Amitabha practice: Refuge and bodhicitta

Part of a series of short commentaries on the Amitabha sadhana given in preparation for the Amitabha Winter Retreat at Sravasti Abbey in 2017-2018.

  • Introduction to the Amitabha sadhana
  • What it means to take refuge in the Three Jewels
  • Why the Dharma is the real refuge
  • Keeping in mind our long-term goal of becoming buddhas in order to benefit all living beings

This winter we’re doing the retreat on Amitabha, so I thought I would do a series of BBC talks about the Amitabha practice in preparation for doing the retreat this winter, because I think a number of people will be doing the retreat-from-afar. So we’ll put it on the BBC and that way everybody can hear it.

The Amitabha sadhana begins—as all sadhanas (the manual of the practice texts) do—with taking refuge and generating bodhicitta.

Refuge is stating at the beginning to ourselves what path we’re following. Why do we take refuge? So we get clear what spiritual path we’re following. We’re not: “Monday night I do Sufi dancing, and Tuesday night I do Kabbalah, and Wednesday night Buddhism, and Thursday night chanting Hare Krishna, and Friday night Jehovah’s Witness….” Like that. We’re really clear on what path we’re following, so we take refuge in the Buddha, Dharma, and Sangha.

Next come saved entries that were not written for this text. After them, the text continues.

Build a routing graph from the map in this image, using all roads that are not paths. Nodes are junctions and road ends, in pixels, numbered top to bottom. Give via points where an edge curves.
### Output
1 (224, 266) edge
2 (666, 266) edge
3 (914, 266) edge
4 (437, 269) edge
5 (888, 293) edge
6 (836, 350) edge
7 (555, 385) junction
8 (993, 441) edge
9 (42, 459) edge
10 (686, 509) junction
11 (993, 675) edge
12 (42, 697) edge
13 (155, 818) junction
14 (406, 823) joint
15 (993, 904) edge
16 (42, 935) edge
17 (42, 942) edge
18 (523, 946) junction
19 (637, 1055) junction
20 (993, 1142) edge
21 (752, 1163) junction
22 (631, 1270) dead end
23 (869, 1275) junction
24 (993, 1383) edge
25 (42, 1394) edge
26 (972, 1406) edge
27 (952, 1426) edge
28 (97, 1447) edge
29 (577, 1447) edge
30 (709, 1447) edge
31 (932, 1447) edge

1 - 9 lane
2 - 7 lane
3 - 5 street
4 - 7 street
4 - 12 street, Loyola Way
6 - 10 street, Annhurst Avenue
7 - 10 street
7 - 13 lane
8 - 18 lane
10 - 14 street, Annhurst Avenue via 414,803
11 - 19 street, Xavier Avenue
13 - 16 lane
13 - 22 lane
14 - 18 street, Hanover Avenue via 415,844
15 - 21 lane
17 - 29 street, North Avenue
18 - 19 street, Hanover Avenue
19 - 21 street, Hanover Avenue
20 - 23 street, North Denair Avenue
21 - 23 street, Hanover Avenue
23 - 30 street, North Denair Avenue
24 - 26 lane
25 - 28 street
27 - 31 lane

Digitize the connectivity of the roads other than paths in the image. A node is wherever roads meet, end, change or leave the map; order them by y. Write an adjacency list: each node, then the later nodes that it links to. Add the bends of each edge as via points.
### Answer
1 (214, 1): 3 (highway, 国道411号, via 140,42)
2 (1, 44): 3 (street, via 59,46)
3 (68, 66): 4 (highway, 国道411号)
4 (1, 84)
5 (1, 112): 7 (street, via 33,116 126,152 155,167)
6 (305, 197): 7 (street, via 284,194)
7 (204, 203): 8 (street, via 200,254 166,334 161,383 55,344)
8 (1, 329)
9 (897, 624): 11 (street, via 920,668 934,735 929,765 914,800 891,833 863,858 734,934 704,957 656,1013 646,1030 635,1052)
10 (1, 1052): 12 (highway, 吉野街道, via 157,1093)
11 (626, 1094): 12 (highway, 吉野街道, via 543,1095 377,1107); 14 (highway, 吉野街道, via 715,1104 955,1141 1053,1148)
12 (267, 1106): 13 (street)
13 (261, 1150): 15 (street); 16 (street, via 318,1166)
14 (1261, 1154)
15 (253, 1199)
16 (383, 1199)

The actual refuge, of the Three Jewels, is the Dharma refuge. The Dharma refuge means the last two of the four truths: true cessation and true path. The true paths are the wisdom consciousnesses that will help us overcome all our afflictions: ignorance, anger, attachment, pride, jealousy, and so on. The true cessations are the absences, the lack, of these afflictions on our mindstream as well as the emptiness of the purified mind.

The reason that this Dharma refuge of true cessations and true paths is said to be the actual refuge is because when we actualize it ourselves then our mind is free of afflictions, and as a result all of our dukkha (our suffering, our unsatisfactory experiences) cease. That’s what we really want to actualize.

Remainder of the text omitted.